+++ The records
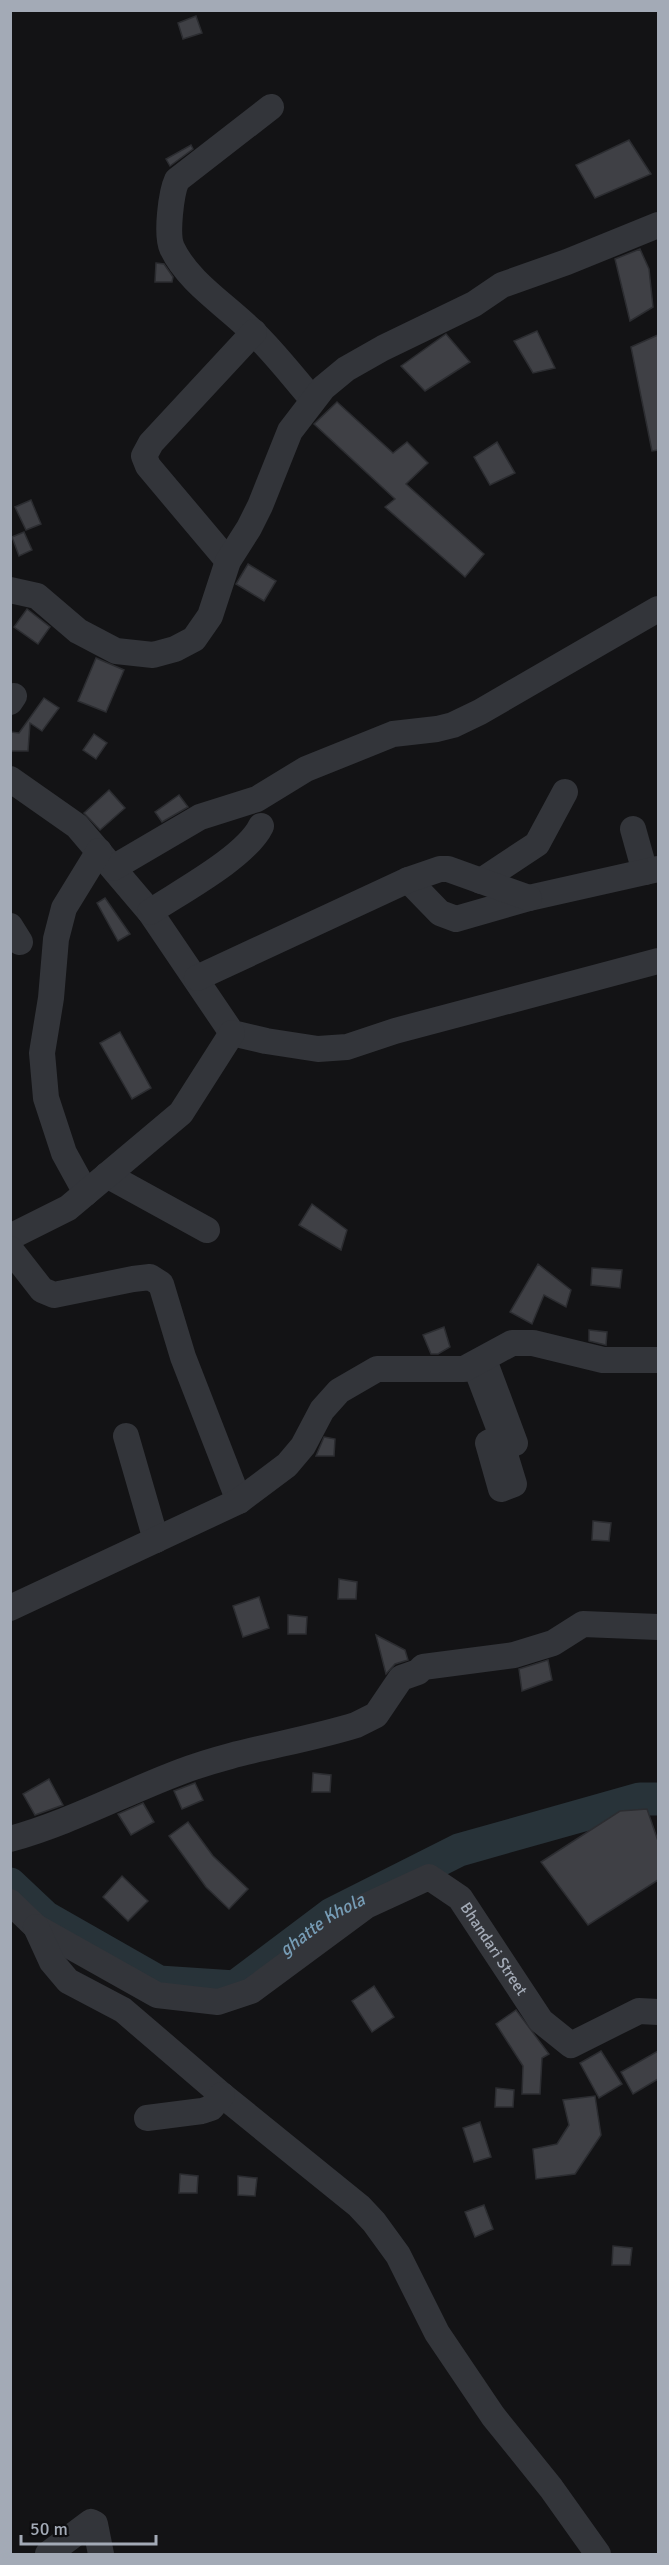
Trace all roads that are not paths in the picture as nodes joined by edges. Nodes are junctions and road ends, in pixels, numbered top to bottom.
1 (271, 107) dead end
2 (658, 225) edge
3 (254, 332) junction
4 (313, 400) junction
5 (228, 561) junction
6 (10, 590) edge
7 (658, 609) edge
8 (11, 780) edge
9 (565, 792) dead end
10 (261, 826) dead end
11 (633, 829) dead end
12 (106, 860) junction
13 (652, 870) edge
14 (408, 880) junction
15 (482, 881) junction
16 (529, 898) junction
17 (150, 912) junction
18 (658, 961) edge
19 (197, 978) junction
20 (232, 1033) junction
21 (107, 1175) junction
22 (86, 1193) junction
23 (207, 1230) dead end
24 (10, 1237) edge
25 (10, 1249) edge
26 (658, 1360) edge
27 (126, 1436) dead end
28 (239, 1501) junction
29 (156, 1540) junction
30 (10, 1608) edge
31 (658, 1627) edge
32 (12, 1839) edge
33 (10, 1902) edge
34 (36, 1927) junction
35 (658, 2012) edge
36 (222, 2095) junction
37 (147, 2118) dead end
38 (48, 2554) edge
39 (101, 2554) edge
40 (598, 2554) edge

1 - 3 street
2 - 4 street
3 - 4 street
3 - 5 street
4 - 5 street
5 - 6 street
7 - 12 street
8 - 12 street
9 - 15 street
10 - 17 street
11 - 13 street
12 - 17 street
12 - 22 street
13 - 16 street
14 - 15 street
14 - 16 street
14 - 19 street
15 - 16 street
17 - 19 street
18 - 20 street
19 - 20 street
20 - 21 street
21 - 22 street
21 - 23 street
22 - 24 street
25 - 28 street
26 - 28 street
27 - 29 street
28 - 29 street
29 - 30 street
31 - 32 street
33 - 34 street, Bhandari Street
34 - 35 street, Bhandari Street
34 - 36 street
36 - 37 street
36 - 40 street
38 - 39 street

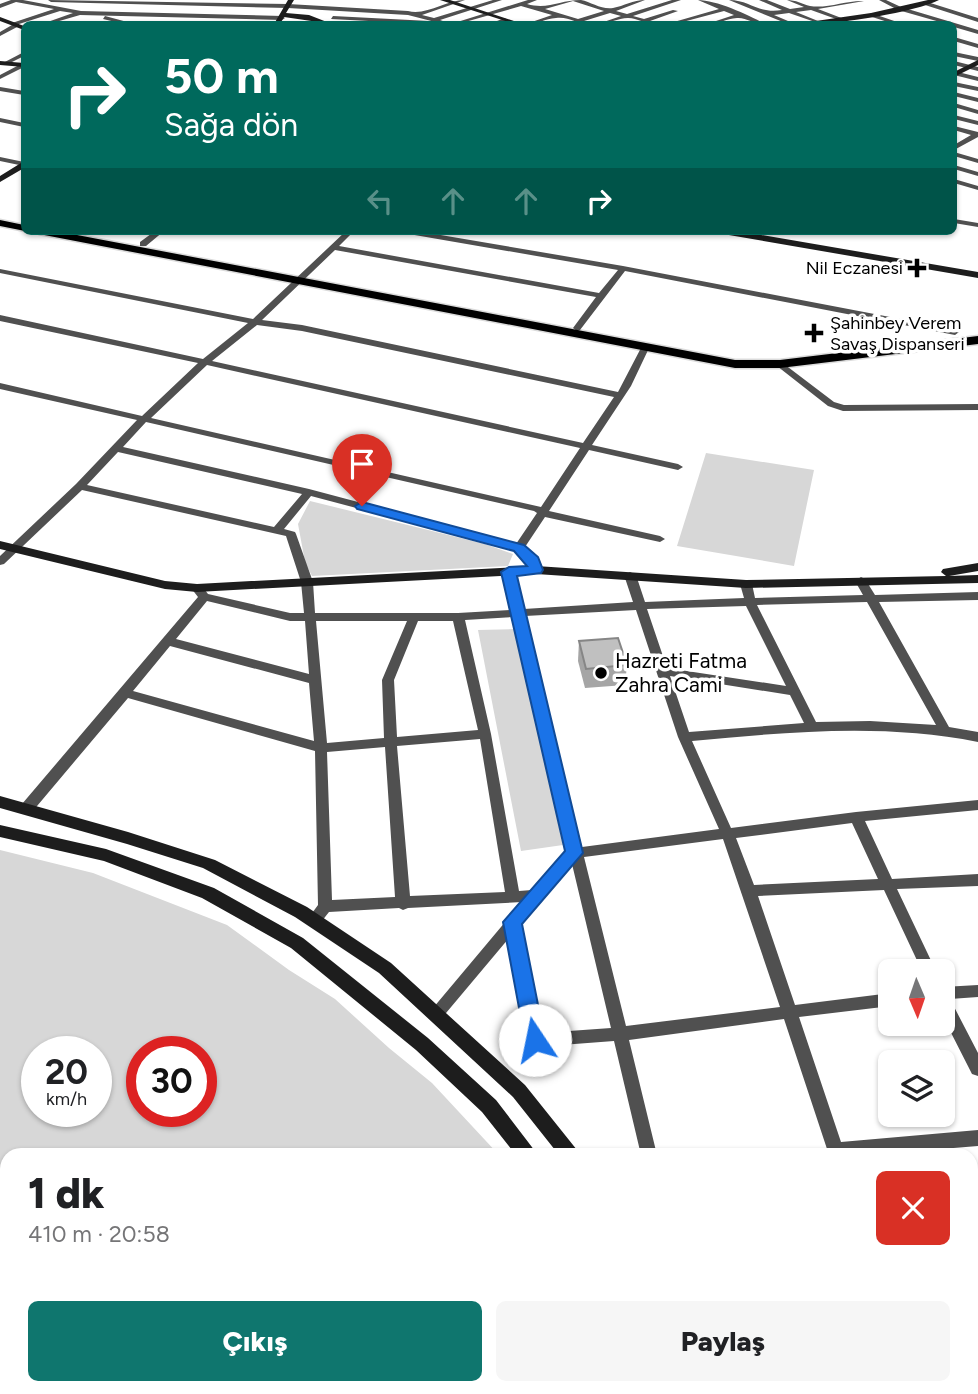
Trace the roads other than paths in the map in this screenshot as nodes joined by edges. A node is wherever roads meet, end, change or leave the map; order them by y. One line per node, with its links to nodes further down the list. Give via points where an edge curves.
1 (15, 0): 25 (street); 29 (street)
2 (51, 0): 19 (street)
3 (443, 0): 21 (street)
4 (462, 0): 21 (street)
5 (499, 0): 31 (street)
6 (508, 0): 24 (street)
7 (534, 0): 24 (street)
8 (573, 0): 32 (street); 37 (street)
9 (642, 0): 26 (street); 27 (street)
10 (678, 0): 27 (street)
11 (701, 0): 33 (street)
12 (732, 0): 46 (street)
13 (762, 0): 39 (street)
14 (790, 0): 34 (street)
15 (819, 0): 28 (street)
16 (882, 0): 35 (street)
17 (936, 0): 23 (street); 43 (street)
18 (857, 1): 28 (street); 42 (street)
19 (178, 2): 20 (street); 47 (street)
20 (290, 3): 30 (street); 53 (street)
21 (453, 3): 31 (street); 44 (street)
22 (614, 3): 26 (street)
23 (924, 3): 35 (street); 60 (street)
24 (521, 4): 32 (street); 45 (street)
25 (0, 6)
26 (622, 6): 37 (street)
27 (659, 6): 38 (street); 54 (street)
28 (833, 6): 34 (street); 56 (street)
29 (62, 8): 40 (street); 61 (street)
30 (345, 9): 36 (street, via 360,2); 67 (street)
31 (470, 9): 45 (street); 70 (street)
32 (540, 9): 48 (street)
33 (726, 9): 49 (street); 50 (street)
34 (811, 9): 39 (street); 85 (street)
35 (901, 9): 42 (street); 88 (street)
36 (363, 10): 44 (street); 68 (street)
37 (608, 10): 54 (street); 75 (street)
38 (676, 11): 55 (street); 78 (street)
39 (790, 11): 46 (street); 84 (street)
40 (80, 13): 41 (street); 52 (street); 62 (street)
41 (110, 13): 47 (street); 52 (street)
42 (881, 13): 51 (street)
43 (978, 13)
44 (419, 14): 69 (street)
45 (489, 14): 58 (street); 71 (street)
46 (768, 14): 83 (street)
47 (169, 15): 53 (street); 64 (street)
48 (558, 15): 74 (street); 75 (street)
49 (702, 15): 55 (street); 81 (street)
50 (739, 15): 81 (street); 82 (street)
51 (871, 15): 56 (street); 87 (street)
52 (96, 16): 63 (street)
53 (283, 16): 65 (street); 66 (street)
54 (625, 16): 76 (street); 77 (street)
55 (692, 17): 59 (street)
56 (861, 17): 86 (street)
57 (0, 19): 89 (street)
58 (505, 20): 72 (street); 73 (street)
59 (683, 20): 79 (street); 80 (street)
60 (978, 20)
61 (30, 21)
62 (55, 21)
63 (115, 21)
64 (164, 21)
65 (279, 21)
66 (323, 21)
67 (328, 21)
68 (366, 21)
69 (432, 21)
70 (441, 21)
71 (464, 21)
72 (502, 21)
73 (509, 21)
74 (539, 21)
75 (578, 21)
76 (610, 21)
77 (640, 21)
78 (646, 21)
79 (680, 21)
80 (687, 21)
81 (721, 21)
82 (754, 21)
83 (785, 21)
84 (817, 21)
85 (835, 21)
86 (842, 21)
87 (889, 21)
88 (940, 21)
89 (17, 26): 91 (street); 93 (street)
90 (957, 26): 92 (street)
91 (0, 28)
92 (978, 33): 94 (street)
93 (0, 34)
94 (957, 40)
95 (957, 40): 96 (street)
96 (978, 46)
97 (21, 55): 100 (street)
98 (957, 55): 99 (street)
99 (978, 61): 104 (street)
100 (2, 64): 102 (street)
101 (957, 64): 104 (street)
102 (21, 65)
103 (21, 66): 108 (street)
104 (969, 67): 105 (street); 106 (street)
105 (978, 69)
106 (957, 73)
107 (957, 74): 109 (street)
108 (0, 77)
109 (978, 79)
110 (957, 84): 112 (street)
111 (0, 89): 113 (street)
112 (978, 89)
113 (21, 92)
114 (957, 95): 115 (street)
115 (978, 100)
116 (957, 106): 117 (street)
117 (978, 112)
118 (957, 118): 120 (street)
119 (0, 120): 121 (street)
120 (978, 123)
121 (21, 124)
122 (957, 129): 123 (street)
123 (978, 134): 125 (street)
124 (957, 142): 125 (street)
125 (962, 143): 126 (street); 127 (street)
126 (957, 146)
127 (978, 147)
128 (957, 155): 130 (street)
129 (0, 159): 131 (street)
130 (978, 161)
131 (21, 163)
132 (21, 166): 135 (street)
133 (957, 168): 134 (street)
134 (978, 174)
135 (0, 180)
136 (957, 182): 137 (street)
137 (978, 188)
138 (0, 217): 139 (main road)
139 (21, 221)
140 (957, 222): 142 (street)
141 (0, 223): 143 (main road)
142 (978, 225)
143 (21, 227)
144 (61, 235): 155 (main road)
145 (94, 235): 150 (main road)
146 (155, 235): 150 (street)
147 (346, 235): 151 (street)
148 (427, 235): 152 (street)
149 (746, 235): 154 (street)
150 (143, 244): 155 (main road)
151 (333, 247): 155 (street); 156 (street)
152 (623, 268): 156 (street); 161 (street)
153 (0, 271): 158 (street)
154 (978, 275)
155 (299, 278): 158 (street); 159 (main road); 163 (main road)
156 (602, 296): 159 (street)
157 (0, 318): 166 (street)
158 (255, 322): 166 (street); 170 (street)
159 (577, 328): 164 (main road)
160 (978, 329): 161 (main road)
161 (955, 332): 164 (main road, via 806,353)
162 (978, 338): 165 (main road); 167 (main road)
163 (646, 346): 168 (main road); 170 (street)
164 (739, 356): 165 (main road)
165 (809, 358): 168 (main road)
166 (205, 362): 172 (street); 173 (street)
167 (780, 364): 168 (main road); 171 (street, via 831,404 844,408)
168 (759, 365)
169 (0, 386): 172 (street)
170 (620, 395): 173 (street)
171 (978, 407)
172 (143, 419): 174 (street); 178 (street)
173 (586, 447): 175 (street); 178 (street)
174 (116, 448): 176 (street); 177 (street)
175 (678, 467)
176 (80, 486): 179 (street); 181 (street)
177 (309, 492): 179 (street); 182 (street)
178 (543, 513): 180 (street); 182 (street)
179 (278, 529): 191 (street, via 291,534)
180 (660, 539)
181 (7, 547): 183 (street); 193 (street)
182 (519, 548): 185 (street)
183 (0, 562)
184 (978, 567): 190 (street)
185 (536, 570): 186 (street); 187 (street)
186 (509, 572): 191 (street); 198 (street)
187 (630, 575): 192 (street); 197 (street)
188 (978, 579): 190 (street)
189 (861, 581): 190 (street); 192 (street); 195 (street)
190 (890, 581)
191 (307, 582): 193 (street); 199 (street)
192 (746, 584): 196 (street)
193 (201, 593): 199 (street, via 290,617); 202 (street)
194 (978, 596): 195 (street)
195 (869, 599): 196 (street); 208 (street)
196 (751, 604): 197 (street); 205 (street)
197 (639, 607): 198 (street); 203 (street)
198 (518, 612): 201 (street); 220 (street)
199 (309, 617): 200 (street); 204 (street)
200 (414, 617): 201 (street); 212 (street, via 388,680)
201 (458, 617): 209 (street)
202 (169, 641): 204 (street); 206 (street)
203 (662, 671): 205 (street); 210 (street)
204 (315, 680): 213 (street)
205 (794, 691): 207 (street)
206 (125, 693): 213 (street); 216 (street)
207 (812, 726): 208 (street); 210 (street)
208 (944, 729): 211 (street)
209 (485, 734): 212 (street); 224 (street)
210 (684, 737): 219 (street)
211 (978, 737)
212 (390, 743): 213 (street); 226 (street)
213 (321, 748): 227 (street)
214 (0, 802): 216 (street)
215 (978, 805): 217 (street)
216 (27, 808): 228 (street, via 209,864)
217 (856, 817): 219 (street); 222 (street)
218 (0, 831): 240 (street, via 106,855 208,892 297,943 422,1044 489,1106)
219 (728, 835): 220 (street); 223 (street)
220 (574, 853): 225 (street); 237 (street)
221 (978, 880): 222 (street)
222 (888, 883): 223 (street); 230 (street)
223 (748, 891): 234 (street)
224 (513, 896): 225 (street); 226 (street)
225 (536, 896): 229 (street)
226 (404, 904): 227 (street)
227 (325, 906): 228 (street)
228 (314, 920): 235 (street, via 386,968)
229 (513, 922): 235 (street); 237 (street, via 535,1040)
230 (923, 959)
231 (978, 990): 232 (street)
232 (956, 992)
233 (878, 1000): 234 (street)
234 (788, 1010): 237 (street); 243 (street)
235 (436, 1014): 241 (street, via 519,1091)
236 (956, 1026): 238 (street)
237 (619, 1034): 242 (street)
238 (978, 1069)
239 (978, 1138): 244 (street)
240 (522, 1148)
241 (565, 1148)
242 (647, 1148)
243 (834, 1148)
244 (883, 1148)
++++++
* [Exercise aim]: Looking at the records above, in how many lines does the word "paths" occur? Reply with the number alone.

* [Result for this exercise]: 2